--- MATERIAL PROVIDED Enclosed Below ---
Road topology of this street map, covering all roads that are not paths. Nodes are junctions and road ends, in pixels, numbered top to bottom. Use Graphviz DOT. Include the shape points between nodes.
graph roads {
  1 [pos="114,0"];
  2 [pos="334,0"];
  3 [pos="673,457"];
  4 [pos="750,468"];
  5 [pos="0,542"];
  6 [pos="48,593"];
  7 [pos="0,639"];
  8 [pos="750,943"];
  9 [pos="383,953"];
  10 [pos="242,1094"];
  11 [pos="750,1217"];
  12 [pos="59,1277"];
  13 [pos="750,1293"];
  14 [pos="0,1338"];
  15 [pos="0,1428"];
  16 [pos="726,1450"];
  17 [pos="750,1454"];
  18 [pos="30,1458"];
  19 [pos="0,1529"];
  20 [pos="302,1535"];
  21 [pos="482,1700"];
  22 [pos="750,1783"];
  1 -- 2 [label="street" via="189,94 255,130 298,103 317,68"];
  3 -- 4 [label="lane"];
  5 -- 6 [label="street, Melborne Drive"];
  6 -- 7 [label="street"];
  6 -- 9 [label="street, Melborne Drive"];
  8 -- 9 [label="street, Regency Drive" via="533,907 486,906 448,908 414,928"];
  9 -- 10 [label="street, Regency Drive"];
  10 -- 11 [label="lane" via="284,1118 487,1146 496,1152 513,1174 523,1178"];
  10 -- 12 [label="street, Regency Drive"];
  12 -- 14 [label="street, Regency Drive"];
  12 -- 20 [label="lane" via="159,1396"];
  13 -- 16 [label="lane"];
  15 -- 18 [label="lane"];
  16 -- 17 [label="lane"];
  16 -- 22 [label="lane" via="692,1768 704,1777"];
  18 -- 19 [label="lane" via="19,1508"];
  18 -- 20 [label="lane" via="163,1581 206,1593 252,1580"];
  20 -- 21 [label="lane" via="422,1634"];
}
--- End of Enclosed MATERIAL PROVIDED ---
- [ASSIGNMENT]: Each entry needs to be copied out exactly as written.

- [EXERCISE SOLUTION]:
Road topology of this street map, covering all roads that are not paths. Nodes are junctions and road ends, in pixels, numbered top to bottom. Use Graphviz DOT. Include the shape points between nodes.
graph roads {
  1 [pos="114,0"];
  2 [pos="334,0"];
  3 [pos="673,457"];
  4 [pos="750,468"];
  5 [pos="0,542"];
  6 [pos="48,593"];
  7 [pos="0,639"];
  8 [pos="750,943"];
  9 [pos="383,953"];
  10 [pos="242,1094"];
  11 [pos="750,1217"];
  12 [pos="59,1277"];
  13 [pos="750,1293"];
  14 [pos="0,1338"];
  15 [pos="0,1428"];
  16 [pos="726,1450"];
  17 [pos="750,1454"];
  18 [pos="30,1458"];
  19 [pos="0,1529"];
  20 [pos="302,1535"];
  21 [pos="482,1700"];
  22 [pos="750,1783"];
  1 -- 2 [label="street" via="189,94 255,130 298,103 317,68"];
  3 -- 4 [label="lane"];
  5 -- 6 [label="street, Melborne Drive"];
  6 -- 7 [label="street"];
  6 -- 9 [label="street, Melborne Drive"];
  8 -- 9 [label="street, Regency Drive" via="533,907 486,906 448,908 414,928"];
  9 -- 10 [label="street, Regency Drive"];
  10 -- 11 [label="lane" via="284,1118 487,1146 496,1152 513,1174 523,1178"];
  10 -- 12 [label="street, Regency Drive"];
  12 -- 14 [label="street, Regency Drive"];
  12 -- 20 [label="lane" via="159,1396"];
  13 -- 16 [label="lane"];
  15 -- 18 [label="lane"];
  16 -- 17 [label="lane"];
  16 -- 22 [label="lane" via="692,1768 704,1777"];
  18 -- 19 [label="lane" via="19,1508"];
  18 -- 20 [label="lane" via="163,1581 206,1593 252,1580"];
  20 -- 21 [label="lane" via="422,1634"];
}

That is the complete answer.